INSTRUCTIONS TO FOLLOW: The result should be every line of the listing that contains "Gang".

━━━ INPUT DATA ━━━

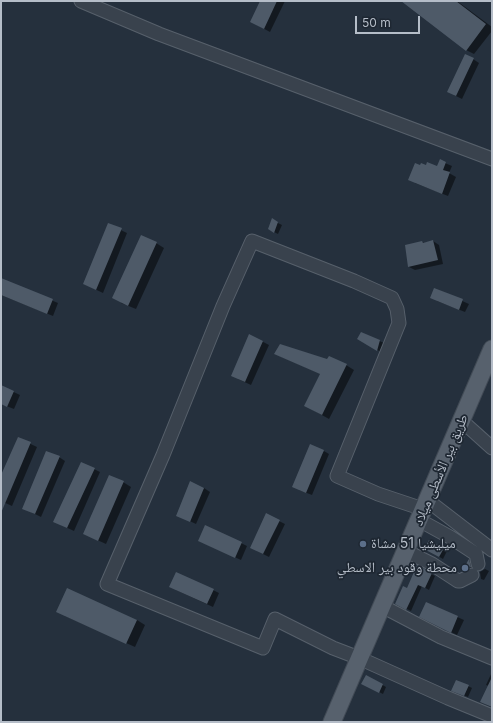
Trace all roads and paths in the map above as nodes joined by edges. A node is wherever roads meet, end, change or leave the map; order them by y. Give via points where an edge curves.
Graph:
1 (81, 1) edge
2 (492, 159) edge
3 (492, 349) edge
4 (462, 421) junction
5 (492, 448) edge
6 (423, 510) junction
7 (492, 550) edge
8 (406, 551) junction
9 (382, 606) junction
10 (359, 658) junction
11 (492, 658) edge
12 (492, 716) edge
13 (332, 722) edge

1 - 2 street via 159,34
3 - 4 main road, طريق بير الأسطى ميلاد
4 - 5 street
4 - 6 main road, طريق بير الأسطى ميلاد
6 - 7 street
6 - 8 main road, طريق بير الأسطى ميلاد
6 - 8 street via 450,537 476,554 475,569 458,581
6 - 10 street via 337,476 399,323 397,308 392,298 252,241 223,306 164,455 107,584 263,648 275,619
8 - 9 main road, طريق بير الأسطى ميلاد
9 - 10 main road, طريق بير الأسطى ميلاد
9 - 11 street via 442,637
10 - 12 street
10 - 13 main road, طريق بير الأسطى ميلاد

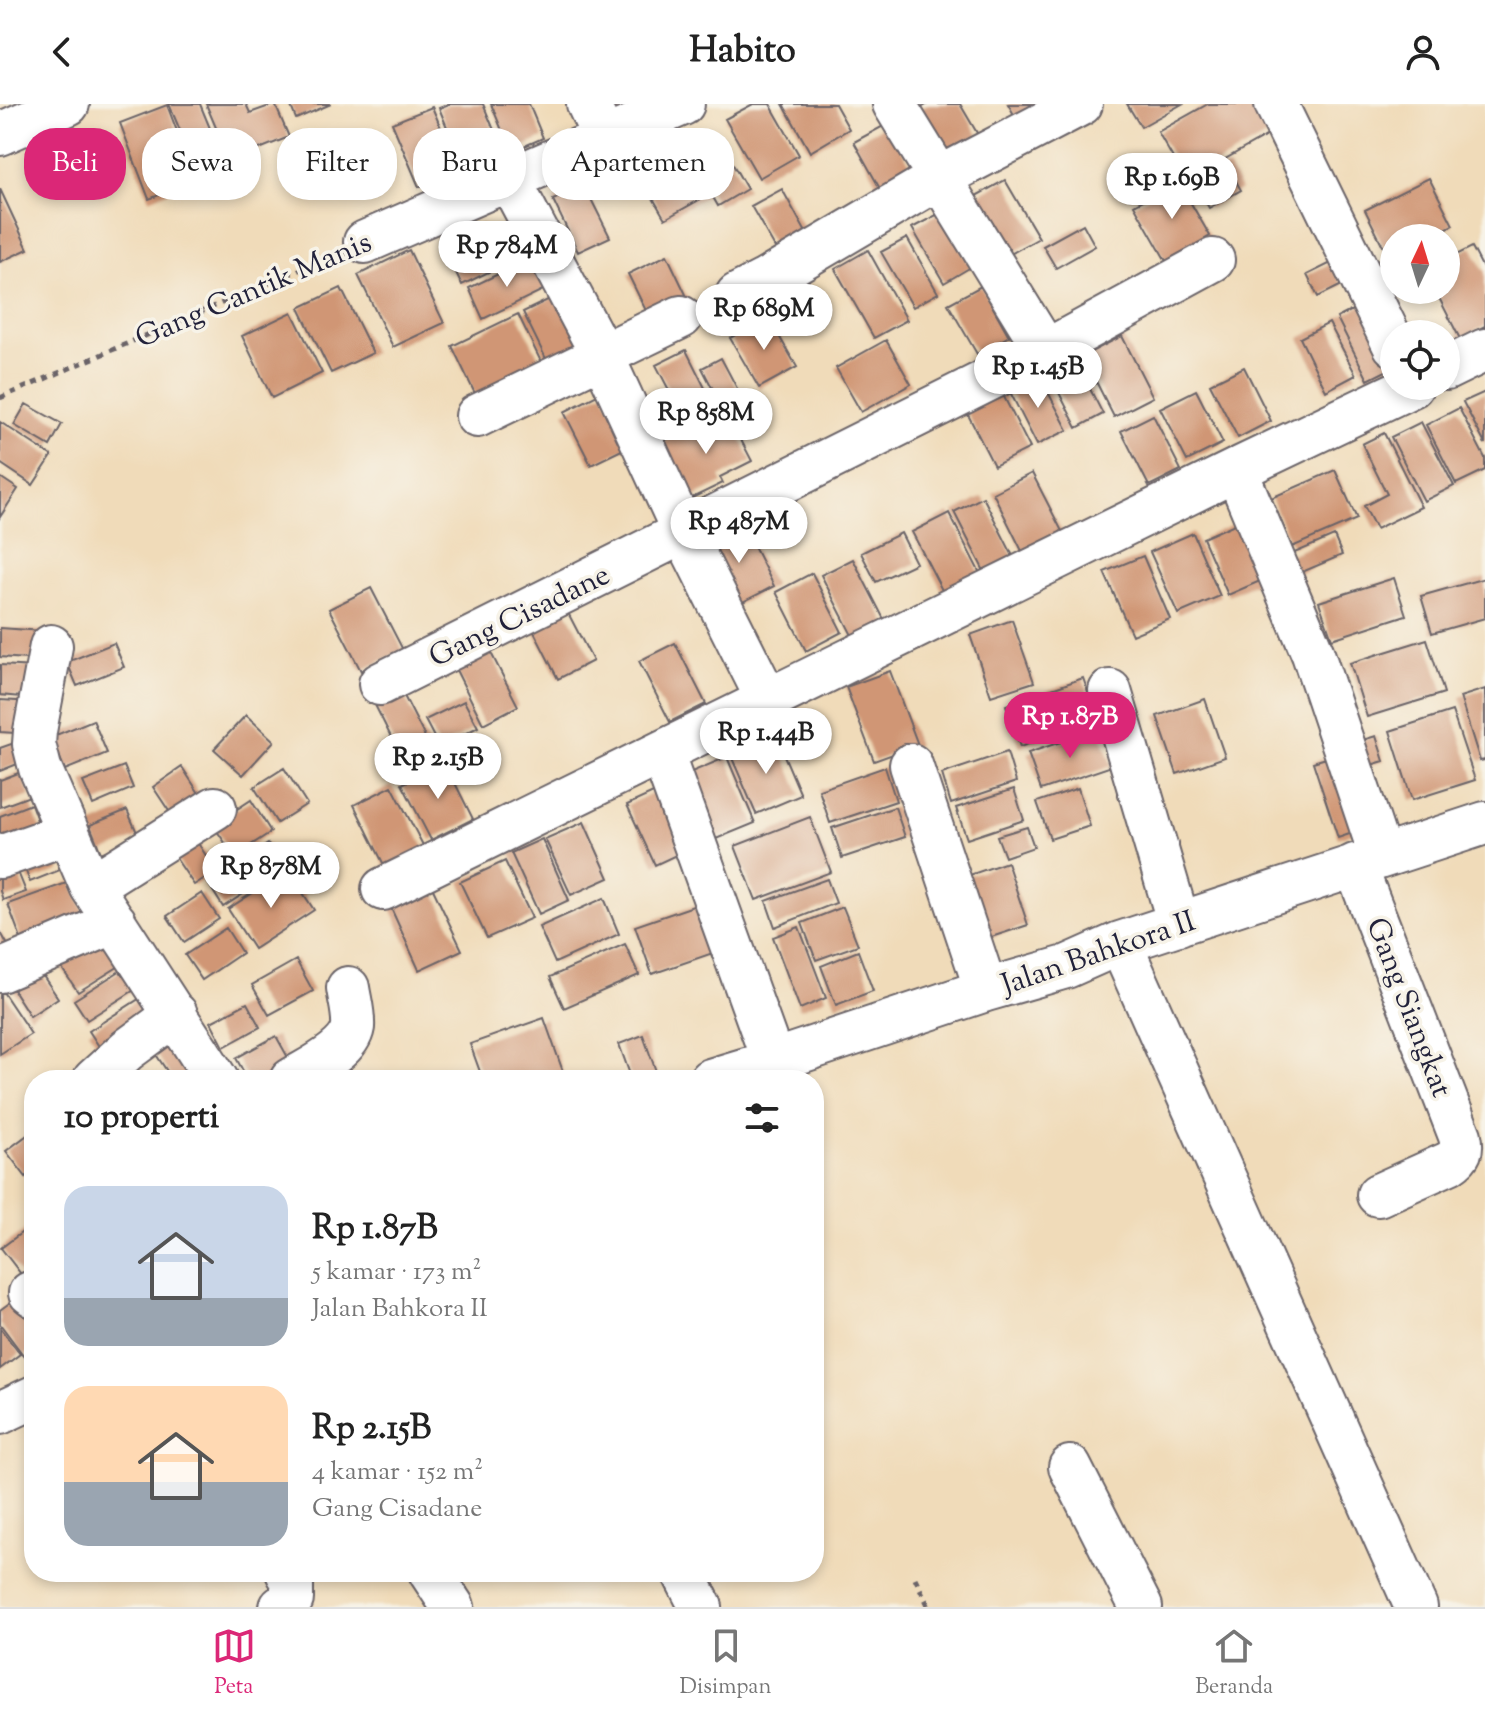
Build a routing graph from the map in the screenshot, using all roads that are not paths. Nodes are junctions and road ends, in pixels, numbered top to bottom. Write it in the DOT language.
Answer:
graph roads {
  1 [pos="68,104"];
  2 [pos="683,104"];
  3 [pos="894,104"];
  4 [pos="1081,104"];
  5 [pos="1276,104"];
  6 [pos="596,121"];
  7 [pos="0,134"];
  8 [pos="526,168"];
  9 [pos="939,178"];
  10 [pos="461,200"];
  11 [pos="520,200"];
  12 [pos="365,242"];
  13 [pos="1213,260"];
  14 [pos="737,295"];
  15 [pos="681,317"];
  16 [pos="1382,320"];
  17 [pos="1485,350"];
  18 [pos="1046,351"];
  19 [pos="602,355"];
  20 [pos="1460,362"];
  21 [pos="1383,400"];
  22 [pos="477,416"];
  23 [pos="1236,470"];
  24 [pos="684,533"];
  25 [pos="51,646"];
  26 [pos="380,684"];
  27 [pos="1110,691"];
  28 [pos="767,699"];
  29 [pos="662,753"];
  30 [pos="911,765"];
  31 [pos="215,808"];
  32 [pos="1485,823"];
  33 [pos="68,833"];
  34 [pos="0,857"];
  35 [pos="1368,861"];
  36 [pos="91,886"];
  37 [pos="383,889"];
  38 [pos="115,922"];
  39 [pos="1179,924"];
  40 [pos="1120,943"];
  41 [pos="0,971"];
  42 [pos="348,988"];
  43 [pos="986,990"];
  44 [pos="176,1014"];
  45 [pos="773,1061"];
  46 [pos="105,1070"];
  47 [pos="211,1070"];
  48 [pos="307,1070"];
  49 [pos="746,1070"];
  50 [pos="1378,1195"];
  51 [pos="24,1402"];
  52 [pos="0,1413"];
  53 [pos="1070,1467"];
  54 [pos="292,1582"];
  55 [pos="437,1582"];
  56 [pos="688,1582"];
  57 [pos="281,1607"];
  58 [pos="453,1607"];
  59 [pos="701,1607"];
  60 [pos="1141,1607"];
  61 [pos="1416,1607"];
  1 -- 7 [label="street"];
  2 -- 6 [label="street, Gang Cantik Manis"];
  3 -- 9 [label="street"];
  4 -- 9 [label="street"];
  5 -- 16 [label="street"];
  6 -- 8 [label="street, Gang Cantik Manis"];
  9 -- 14 [label="street"];
  9 -- 18 [label="street"];
  10 -- 12 [label="street, Gang Cantik Manis"];
  11 -- 19 [label="street"];
  13 -- 18 [label="street, Gang Cisadane"];
  15 -- 19 [label="street"];
  17 -- 20 [label="street"];
  18 -- 24 [label="street, Gang Cisadane"];
  19 -- 22 [label="street"];
  19 -- 24 [label="street"];
  21 -- 23 [label="street"];
  23 -- 28 [label="street"];
  23 -- 35 [label="street"];
  24 -- 26 [label="street, Gang Cisadane"];
  24 -- 28 [label="street"];
  25 -- 33 [label="street"];
  27 -- 39 [label="street"];
  28 -- 29 [label="street"];
  29 -- 37 [label="street"];
  29 -- 45 [label="street"];
  30 -- 43 [label="street"];
  31 -- 36 [label="street"];
  32 -- 35 [label="street, Jalan Bahkora II"];
  33 -- 34 [label="street"];
  33 -- 36 [label="street"];
  35 -- 39 [label="street, Jalan Bahkora II"];
  35 -- 50 [label="street, Gang Siangkat"];
  36 -- 38 [label="street"];
  38 -- 41 [label="street"];
  38 -- 44 [label="street"];
  39 -- 40 [label="street, Jalan Bahkora II"];
  40 -- 43 [label="street, Jalan Bahkora II"];
  40 -- 61 [label="street"];
  42 -- 48 [label="street"];
  43 -- 45 [label="street, Jalan Bahkora II"];
  44 -- 46 [label="street"];
  44 -- 47 [label="street"];
  45 -- 49 [label="street, Jalan Bahkora II"];
  51 -- 52 [label="street"];
  53 -- 60 [label="street"];
  54 -- 57 [label="street"];
  55 -- 58 [label="street"];
  56 -- 59 [label="street"];
}
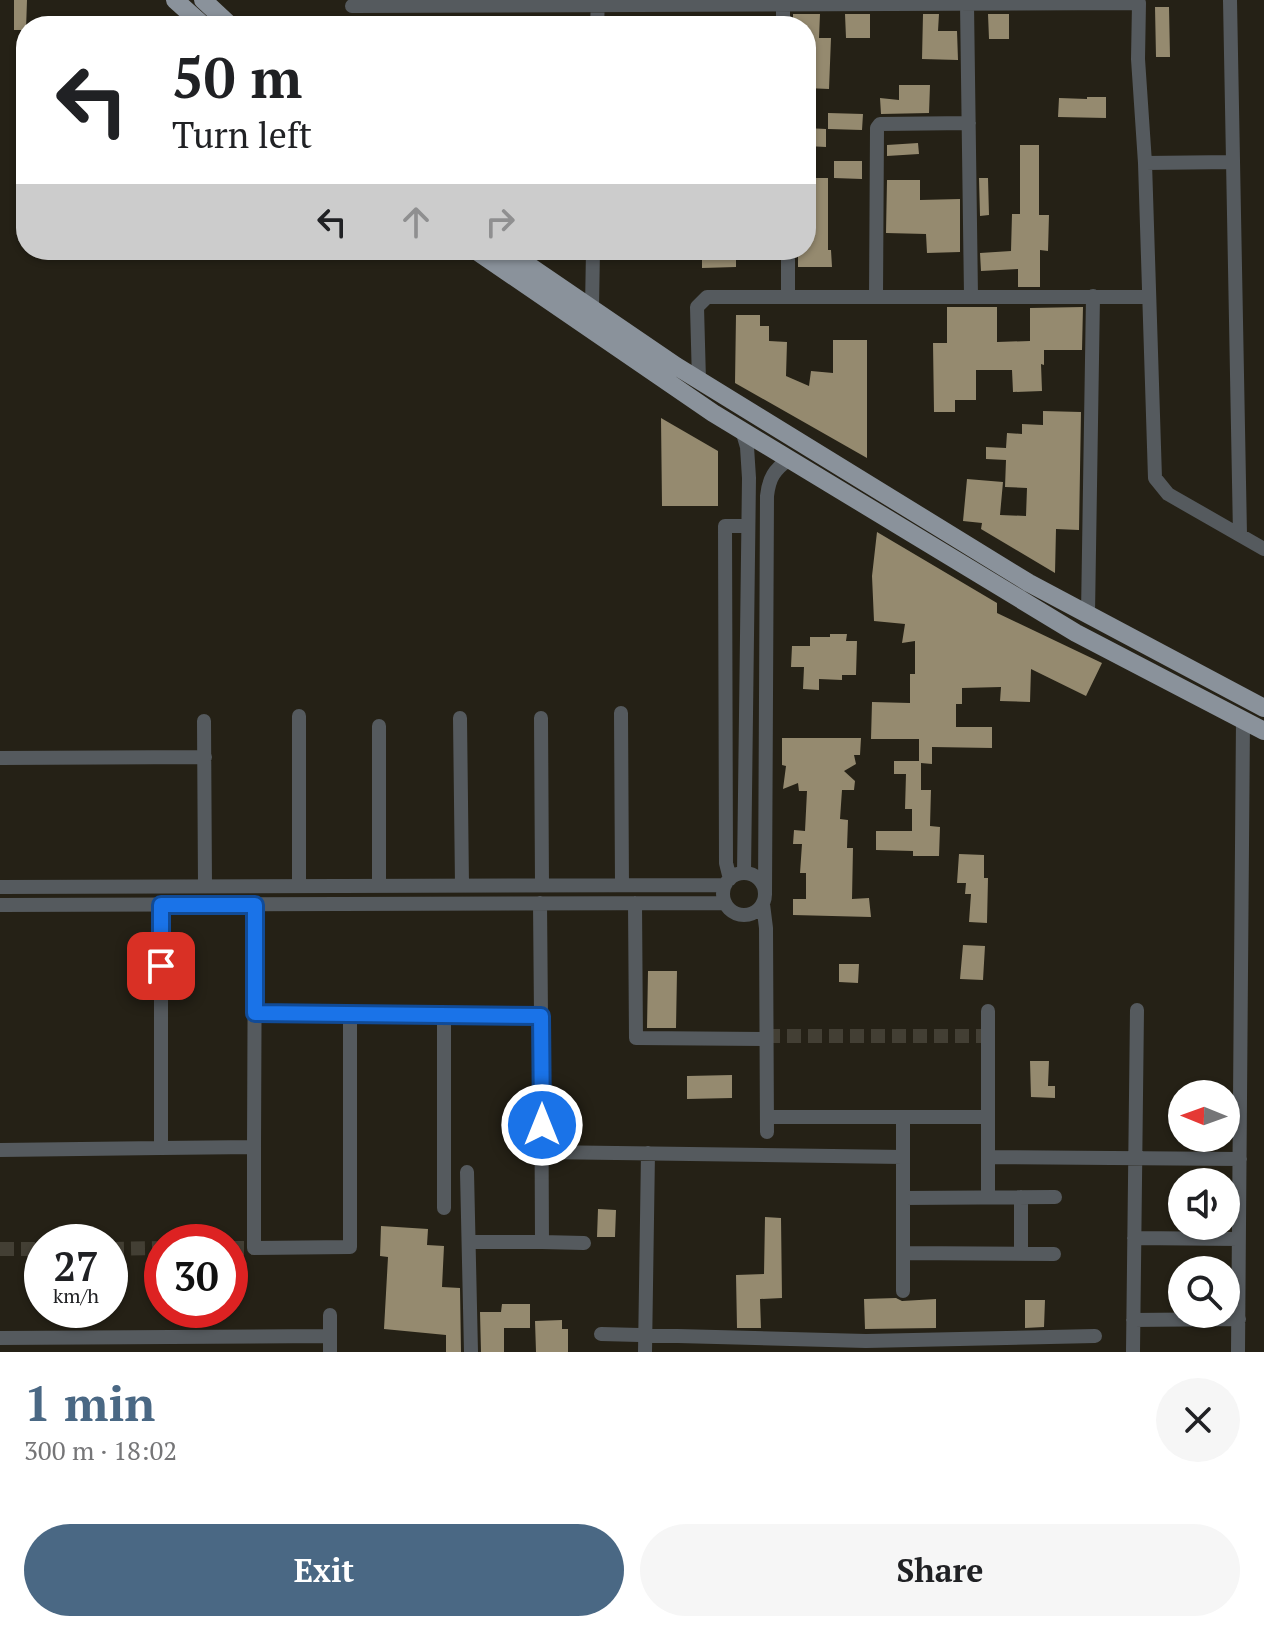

━━━

SOLUTION TO THE EXERCISE:
  2 -- 6 [label="street, Gang Cantik Manis"];
  6 -- 8 [label="street, Gang Cantik Manis"];
  10 -- 12 [label="street, Gang Cantik Manis"];
  13 -- 18 [label="street, Gang Cisadane"];
  18 -- 24 [label="street, Gang Cisadane"];
  24 -- 26 [label="street, Gang Cisadane"];
  35 -- 50 [label="street, Gang Siangkat"];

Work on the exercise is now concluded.